**GIVEN DATA:**
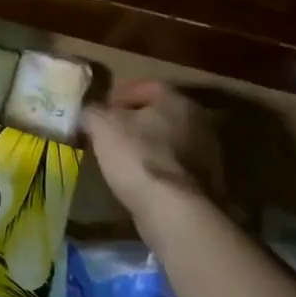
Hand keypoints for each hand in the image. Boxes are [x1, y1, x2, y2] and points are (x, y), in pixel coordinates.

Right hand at [80, 80, 219, 224]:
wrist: (173, 210)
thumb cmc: (137, 156)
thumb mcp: (102, 126)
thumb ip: (92, 112)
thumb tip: (88, 112)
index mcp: (178, 101)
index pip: (149, 86)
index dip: (123, 94)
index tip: (104, 107)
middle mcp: (199, 122)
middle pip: (162, 114)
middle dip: (136, 120)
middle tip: (112, 131)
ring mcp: (207, 154)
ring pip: (170, 141)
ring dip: (148, 145)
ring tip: (122, 157)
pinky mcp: (206, 183)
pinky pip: (175, 167)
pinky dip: (158, 168)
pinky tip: (139, 179)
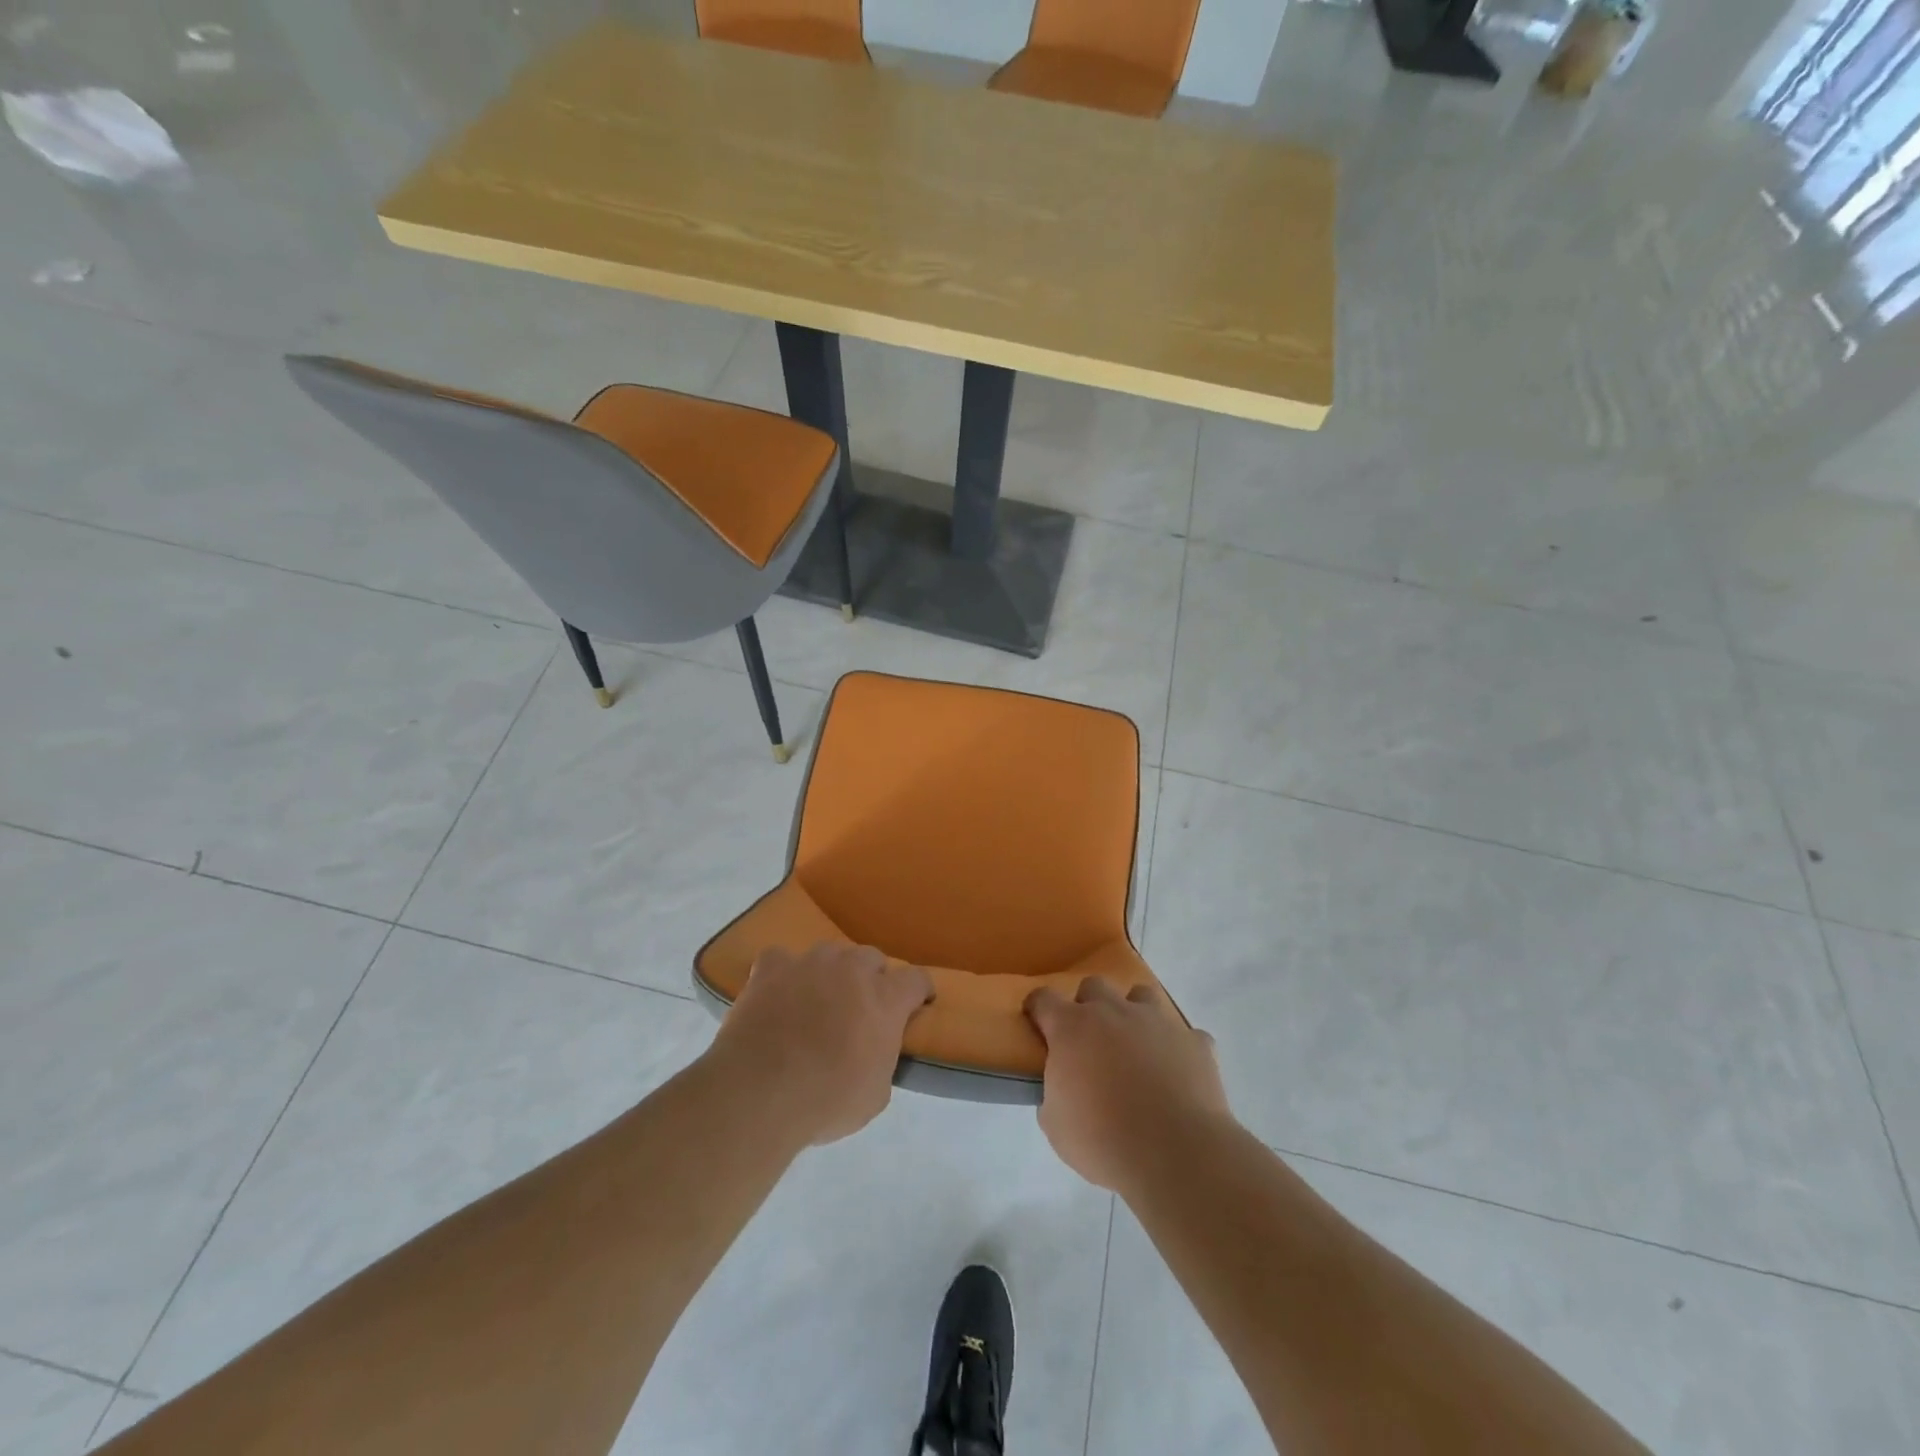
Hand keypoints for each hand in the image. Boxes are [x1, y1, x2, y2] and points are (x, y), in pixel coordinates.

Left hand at [710, 942, 932, 1147]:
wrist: (759, 1093)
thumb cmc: (826, 1101)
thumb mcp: (875, 1094)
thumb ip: (883, 1058)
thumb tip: (875, 1049)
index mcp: (885, 999)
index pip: (916, 979)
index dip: (919, 992)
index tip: (917, 1004)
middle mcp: (851, 970)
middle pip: (872, 958)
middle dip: (872, 979)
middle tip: (861, 1009)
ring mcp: (809, 964)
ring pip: (830, 953)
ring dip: (831, 972)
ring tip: (819, 999)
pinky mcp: (771, 968)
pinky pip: (782, 959)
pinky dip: (783, 973)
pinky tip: (778, 992)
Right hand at [1025, 977, 1230, 1194]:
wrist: (1175, 1154)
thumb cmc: (1103, 1140)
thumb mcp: (1056, 1125)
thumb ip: (1053, 1093)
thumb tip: (1062, 1086)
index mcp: (1072, 1028)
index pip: (1044, 999)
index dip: (1038, 1009)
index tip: (1038, 1023)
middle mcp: (1113, 1012)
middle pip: (1094, 986)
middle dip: (1089, 1007)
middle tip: (1091, 1042)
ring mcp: (1157, 1021)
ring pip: (1141, 995)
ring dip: (1134, 1015)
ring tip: (1137, 1048)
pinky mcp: (1195, 1041)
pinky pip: (1185, 1036)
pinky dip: (1178, 1050)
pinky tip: (1178, 1076)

**EXERCISE OBJECTIVE:** Exactly as given, set down each line of the material, but include no pictures.

**THE ANSWER:**
Hand keypoints for each hand in the image. Boxes are [x1, y1, x2, y2] and points are (x, y), in pixel coordinates.

Right hand at [80, 80, 219, 224]:
wrist: (173, 210)
thumb cmc: (137, 156)
thumb mcp: (102, 126)
thumb ip: (92, 112)
thumb tip: (88, 112)
index mcp: (178, 101)
index pip: (149, 86)
index dip: (123, 94)
index tip: (104, 107)
middle mcp: (199, 122)
middle pip: (162, 114)
middle dip: (136, 120)
middle tip: (112, 131)
ring mcp: (207, 154)
ring pip: (170, 141)
ring dip: (148, 145)
ring tip: (122, 157)
pinky mcp: (206, 183)
pinky pip: (175, 167)
pinky dip: (158, 168)
pinky tip: (139, 179)
Hand keypoints for each hand in the image. Boxes are [x1, y1, x2, y2] and points are (x, y), in pixel coordinates.

Left hand at [710, 942, 932, 1147]:
wrist: (759, 1093)
thumb cmc: (826, 1101)
thumb mcp: (875, 1094)
thumb ip: (883, 1058)
thumb tip: (875, 1049)
index mcp: (885, 999)
index pip: (916, 979)
index dip: (919, 992)
index tip: (917, 1004)
middle mcp: (851, 970)
middle pip: (872, 958)
middle dip: (872, 979)
middle tip: (861, 1009)
ring mcp: (809, 964)
ring pip: (830, 953)
ring dip: (831, 972)
ring tip: (819, 999)
pinky mcp: (771, 968)
pinky pip: (782, 959)
pinky dip: (783, 973)
pinky tip: (778, 992)
Right hand at [1025, 977, 1230, 1194]:
wrist: (1175, 1154)
thumb cmc: (1103, 1140)
thumb mcp: (1056, 1125)
thumb ip: (1053, 1093)
thumb tip: (1062, 1086)
index mcp: (1072, 1028)
index pip: (1044, 999)
index dip: (1038, 1009)
index tip: (1038, 1023)
middle mcp: (1113, 1012)
middle pip: (1094, 986)
middle dip: (1089, 1007)
middle tip: (1091, 1042)
ring mcp: (1157, 1021)
ring pip: (1141, 995)
ring dip: (1134, 1015)
ring tip: (1137, 1048)
pinky mcp: (1195, 1041)
pinky pip: (1185, 1036)
pinky dip: (1178, 1050)
pinky tip: (1178, 1076)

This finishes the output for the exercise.